One cannot attempt to block unarmed unless otherwise
Step Six: Post-defense effects
This is where any effects that occur after the defense roll occur, such as action points or luck rerolls. This is also where defense rolls are resolved and compared, and effects that occur on a successful attacks occur.
Step Seven: Damage Calculation
Calculate damage, and apply DR, temporary hit points, and the like.
Step Eight: Post-Damage effects
This is where effects contingent on taking damage occur, such as poison, Wolverine’s rage, Vampiric Torc, or any readied action. If there are multiple effects from different parties, they are resolved in the order of attacker, defender, then observer.
Step Nine: Post-Resolution effects
This is where effects that occur after an attack occur, such as Cleave.
Every creature with an intelligence score has the benefits of Power Attack, Combat Expertise, and Combat Reflexes. This counts for prerequisites, although they do not actually have the feat, and so it cannot be removed or changed by any means short of actually losing their intelligence score.
In addition to being unable to take defensive actions, a flat-footed creature loses its shield bonus to AC, in addition to its dex.
Weapons have been totally revamped, although the rules are incomplete and probably need some tweaking. The changes include an attack bonus for being proficient, rather than nonprofiency penalties, and weapon groups. Basically, it’s taking one of the very, very few things 4e did well. The credit goes to Ragnar_Lodbrok.
The world isn't exactly compatible with magic. But, if you want to include it for what will tenatively be called Heroic 20, or H20, here's what should be done: Firstly, casters use power points, using the numbers of either Psions or Psychic Warriors, depending on whether they’re full or half-casters. They cast like StP Erudites, as in all things are at minimum CL unless PP are spent to raise it.
They will also have a very large number of spells purged. Quite honestly, I’m not sure if it’s even possible to fix most of them anyways. I'll try to figure it out later.
Magic items: As fitting for a low-magic world, this was designed with the idea of magic items being incredibly rare, and generally priceless artifacts like Legacy Weapons(Which I'll revamp the rules for later). If magic items are introduced in large quantity, expect balance to disappear quite quickly.
Initiators took a bit of a hit with the new rules, since a lot of their maneuvers lost a bit of usefulness, what with attack rolls being more important than damage, but I believe they’re mostly fine. The only thing that might need looking at is Desert Wind, because of the increased usefulness of direct damage spells and automatic damage, but since the only really dangerous ones are high-level anyways, I think it might just be a needed boost
Other magic systems: Probably going to get to them in a bit. Again, they don't fit very well, though I could see Incarnum functioning decently. That would even give access to high-level magic items with very little casting, due to that forgesoul thing.

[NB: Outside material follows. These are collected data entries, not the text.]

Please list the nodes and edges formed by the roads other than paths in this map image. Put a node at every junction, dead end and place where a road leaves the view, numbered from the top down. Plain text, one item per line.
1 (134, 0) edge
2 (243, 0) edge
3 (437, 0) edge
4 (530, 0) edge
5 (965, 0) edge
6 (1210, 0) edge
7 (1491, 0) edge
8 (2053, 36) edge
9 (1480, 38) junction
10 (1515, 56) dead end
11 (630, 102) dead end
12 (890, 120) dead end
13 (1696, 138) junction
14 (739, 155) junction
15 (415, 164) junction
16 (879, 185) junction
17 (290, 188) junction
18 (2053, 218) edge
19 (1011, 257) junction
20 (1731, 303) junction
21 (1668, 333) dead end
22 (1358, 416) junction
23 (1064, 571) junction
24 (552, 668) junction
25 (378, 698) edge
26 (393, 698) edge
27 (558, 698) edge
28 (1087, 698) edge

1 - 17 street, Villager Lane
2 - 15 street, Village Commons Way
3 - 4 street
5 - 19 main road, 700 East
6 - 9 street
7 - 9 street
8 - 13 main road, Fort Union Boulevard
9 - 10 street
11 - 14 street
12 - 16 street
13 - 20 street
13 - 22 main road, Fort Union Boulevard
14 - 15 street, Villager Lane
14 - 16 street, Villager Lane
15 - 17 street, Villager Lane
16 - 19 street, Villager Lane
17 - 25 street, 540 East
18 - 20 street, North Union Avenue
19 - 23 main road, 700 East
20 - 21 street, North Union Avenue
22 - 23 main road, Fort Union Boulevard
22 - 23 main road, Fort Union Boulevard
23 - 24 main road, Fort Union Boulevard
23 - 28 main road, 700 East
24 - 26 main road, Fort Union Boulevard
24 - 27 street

I do plan on rewriting several classes to make them in-line with the system, and hopefully good. Also, if anyone wants to contribute, that’s great, but don’t be upset if it is deemed unsatisfactory.
I’m planning on rewriting some of them to reduce some numbers a bit, to make it more compatible. I mean, yes, a T-Rex should have a crap-ton and a half of hit points, but I dislike the idea of even Godzilla Jr swatting cannonballs like flies.
CR: Yeah, these characters will be somewhat weaker at high levels, not being able to survive baths in lava and injuries that shouldn't leave a body at all. I estimate that you should reduce the CR by one or so for every five CR.
So, questions? Concerns? Thoughts? Complaints about my awful writing?